El problema no termina ahí. También existe una ostensible y silenciosa disminución progresiva del campesinado. Cada vez son menos quienes viven del campo. Y eso, más allá de lo demográfico y lo económico, pone en jaque algo esencial: la soberanía alimentaria.
¿Quién cultiva lo que comemos? Cada vez que compro tomates, papas, plátanos, yuca o cilantro, me hago esa pregunta. Y no tengo respuesta.
En Colombia, los alimentos frescos llegan al mercado sin trazabilidad visible. A diferencia de los productos ultraprocesados, en los que se especifica hasta el último aditivo, no sabemos de dónde vienen nuestras frutas, hortalizas o legumbres. Tampoco cuánto le pagaron al campesino que los cultivó si es que le pagaron. Y eso debería importarnos más.
Según la Gran Encuesta Integrada de Hogares (DANE, marzo-mayo del 2024), hay 6.3 millones de personas que se reconocen como campesinas ocupadas. De ellas, el 44% o sea unos 2 millones 801 mil se dedican a labores agrícolas, ganaderas, forestales o de pesca. Gracias a ese pequeño porcentaje es que Colombia puede alimentarse.
Aun así, seguimos dependiendo de las importaciones. Solo en marzo de este año, compramos 451 millones de dólares en maíz, casi todo proveniente de Estados Unidos. Eso quiere decir que esa arepa que creemos tan nuestra, en realidad, ya no lo es tanto.
La Cumbre Mundial de los Alimentos (Roma, 1996) definió que la seguridad alimentaria implica la preexistencia de tres factores: a) disponibilidad constante; b) calidad nutricional y c) pertinencia cultural.
Pero, ¿qué tan segura es nuestra alimentación si dependemos del exterior para lo básico? ¿Qué pasaría si, de un día para otro, una decisión política o comercial nos corta el suministro de maíz? ¿Con qué reemplazaríamos la arepa?

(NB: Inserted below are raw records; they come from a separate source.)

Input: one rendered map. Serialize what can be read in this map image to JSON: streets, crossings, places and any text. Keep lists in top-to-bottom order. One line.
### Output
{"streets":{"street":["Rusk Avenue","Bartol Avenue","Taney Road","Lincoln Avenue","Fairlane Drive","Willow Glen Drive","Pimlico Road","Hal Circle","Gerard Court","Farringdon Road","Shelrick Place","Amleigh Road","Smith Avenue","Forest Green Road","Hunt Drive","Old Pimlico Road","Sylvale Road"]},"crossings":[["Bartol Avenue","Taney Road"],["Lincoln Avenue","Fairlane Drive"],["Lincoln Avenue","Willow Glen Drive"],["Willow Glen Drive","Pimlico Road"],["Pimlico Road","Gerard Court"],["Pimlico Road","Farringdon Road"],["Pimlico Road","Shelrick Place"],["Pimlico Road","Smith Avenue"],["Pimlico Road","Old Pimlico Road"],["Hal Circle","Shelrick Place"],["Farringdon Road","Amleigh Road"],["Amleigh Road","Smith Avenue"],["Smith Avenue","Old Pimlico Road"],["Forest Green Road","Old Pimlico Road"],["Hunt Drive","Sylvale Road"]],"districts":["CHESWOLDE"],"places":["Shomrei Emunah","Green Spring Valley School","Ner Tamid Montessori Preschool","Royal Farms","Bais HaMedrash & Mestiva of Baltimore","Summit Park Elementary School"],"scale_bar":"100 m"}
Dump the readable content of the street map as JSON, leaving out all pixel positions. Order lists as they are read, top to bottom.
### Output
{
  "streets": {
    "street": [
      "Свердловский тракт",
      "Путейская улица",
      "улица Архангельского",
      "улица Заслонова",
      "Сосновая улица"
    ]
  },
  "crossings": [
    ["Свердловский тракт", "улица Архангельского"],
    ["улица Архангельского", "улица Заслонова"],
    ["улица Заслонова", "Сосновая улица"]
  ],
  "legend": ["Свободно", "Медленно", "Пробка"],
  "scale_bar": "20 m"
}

No estamos hablando solo de cifras o mercados. Estamos hablando de identidad, autonomía y futuro. Un país que deja morir su campesinado no solo pierde su comida: pierde su cultura, su territorio y su posibilidad de decidir sobre su destino.
Y si seguimos mirando para otro lado, quizá no habrá nadie a quien venderle arepas ni país que las necesite.